Литмир - Электронная Библиотека
Содержание  
A
A

Я могу наперечет сказать, кто бывал у Толстых в 1863 г. Это были: А. А. Фет, Д. А. Дьяков, П. Ф. Самарин, Раевский, князь Дм. Дм. Оболенский, его мать баронесса Е. И. Менгден; из Тулы Е. Л. Марков, Ауэрбах с женой и племянницей. Родственники Горчаковы и Толсты, сосед Бибиков, позднее И. С. Тургенев и Н. Н. Страхов.

Когда, бывало, к тетушке приезжала с визитом помещица Бранд или какая-нибудь другая, Лев Николаевич говорил, уходя с книгой:

– Мой адрес – в оранжерее, или – в Чепыже.

В этом лесу Лев Николаевич построил маленькую избушку, где он одно время спасался от жары и писал.

Часто мучило Льва Николаевича осуждение. Он говорил:

– Разговор всегда оживляется, когда кого-нибудь осуждают, и это надо всякому знать и воздерживаться от этого.

Но он сам иногда осуждал и так остроумно и не зло, что все смеялись, и никто не обижался.

Позднее уже, когда подросли его дети, мы случайно бывало начнем кого-нибудь осуждать, он выйдет из своего кабинета, с засунутыми за ременный пояс руками, остановится перед нами и скороговоркой с доброй улыбкой скажет:

– Не судите, не судите, да не судимы будете. Я раз шутя ответила ему:

– Ведь это так весело.

– Да, я знаю, и как сам тогда безупречен кажешься себе, так и хочется сказать: «Вот я, например, так никогда не мог бы этого… и т. д.». А особенно говорят так женщины.

Но тут поднялся против него протест женщин, и он ушел.

Дьяков остался у нас ночевать. После обеда зашел разговор о хозяйстве, о новой реформе. К моему удивлению, Дмитрий Алексеевич не бранил ни народ, ни реформы. Он сумел устроиться и вести образцовое хозяйство.

– А я без шуток скажу тебе: прогони все начальство управления и спи сам до 10 часов, – говорил Лев Николаевич, – и никакой перемены в хозяйстве не будет!

Надо было видеть, как при этих словах добродушно и весело рассмеялся Дмитрий Алексеевич. Очевидно, он не ожидал услышать что-нибудь подобное.

– И долго ты думал об этом? – спросил он Льва Николаевича, продолжая смеяться.

У Дьякова было очень большое имение – Черемошня, содержавшееся в большом порядке. Другое имение находилось в Рязанской губернии.

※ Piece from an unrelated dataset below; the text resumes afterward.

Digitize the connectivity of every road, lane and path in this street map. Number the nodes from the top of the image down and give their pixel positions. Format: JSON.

Жена Дьякова, Дарья Александровна, не любила деревни и часть года жила за границей со своей дочерью Машей. Оставшись один, Дмитрий Алексеевич часто приезжал в Ясную, жаловался на одиночество и иногда на хандру, но потом, как бы спохватившись, что это лишнее, обыкновенно переходил на что-либо смешное. Так было и теперь.

– У нас поп старичок, отец Тихон, – рассказывал Дмитрий Алексеевич, – как-то в зале нашей служил молебен, да и спрашивает про Долиньку: «А хозяйка где будет?» «За границей, – говорю, – лечится». А он, покачав головой, стоя посреди залы, стал оглядывать комнату со всех сторон и, глубоко вздохнув, сказал: «О, Господи! Жить бы да жить!» И он был прав, – прибавил Дмитрий Алексеевич с грустной улыбкой.

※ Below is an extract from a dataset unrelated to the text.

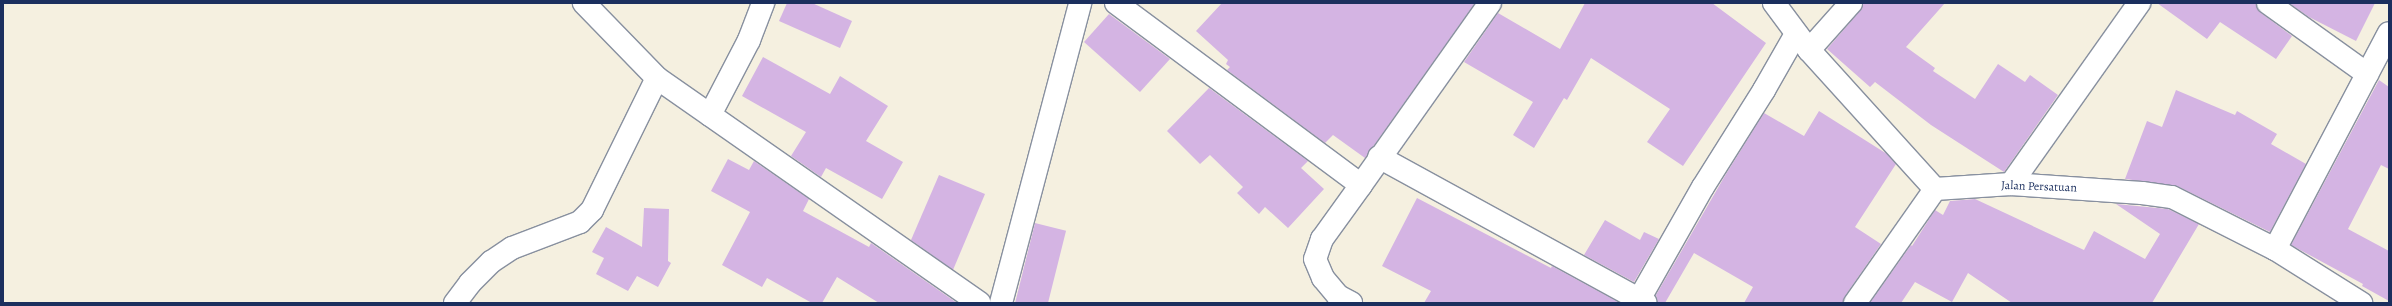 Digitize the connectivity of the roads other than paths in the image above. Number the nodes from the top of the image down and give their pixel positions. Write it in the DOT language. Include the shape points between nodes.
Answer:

За ужином зашла речь о занятиях Льва Николаевича. Дмитрий Алексеевич всегда интересовался духовным миром и писанием своего друга. Лев Николаевич говорил ему, как он в прошлом году, т. е. в 1862 году, интересовался эпохой декабристов, и какие это люди были.

– А вторая часть «Казаков» как же? – спросил Дьяков. – Ты уже начал ее?

– Начал, да не идет – бросил. Перевеоили «Декабристы».

Я до сих пор помню это его выражение «перевесили». Остальной разговор его словами передать не могу, но помню, о чем говорилось.

Лев Николаевич с одушевлением говорил о Муравьеве, Свиетунове, Завалишине и прочих, какие материалы он достал, и говорил, что хотел ехать в Петербург смотреть крепость, где они были заключены и повешены.

– И так как надо было дать понятие, какие они были люди, откуда они, – говорил Лев Николаевич, – то я начал с 1805 года и подхожу к 1808 году. Но что выйдет из этого – не знаю.

– А когда же ты печатать будешь?

– О, до этого еще далеко. Летом не писалось, а теперь тянет к работе.

Позднее уже Лев Николаевич охладел к декабристам и даже разочаровался в них.

– Вот ее записываю, – смеясь и как бы шутя сказал Лев Николаевич, указывая на меня.

Дьяков добродушно засмеялся, принимая слова Льва Николаевича за шутку, так же, как и я.

Я сидела около тетеньки и все время молча слушала их разговор.

– Voila, ma chere, comme vous devez vous bien con-duire et bien penser a ce que vous faites[76], – сказала мне Пелагея Ильинишна, добродушно засмеявшись. Мама была не совсем здорова и к ужину не вышла, а сидела с Соней.

На другое утро Дьяков уехал.

– Алексей, кто это пришел к нам – седой монах в ободранной рясе? – спросила я.

– Это Николай Сергеевич Воейков, – отвечал Алексей.

– Да кто же он? – спрашивала я.

– Он барин, помещик был да спился, а теперь ходит по родным – бродягой стал – и к нам заходит, поживет и снова дальше идет; граф их давно знает, – говорил Алексей.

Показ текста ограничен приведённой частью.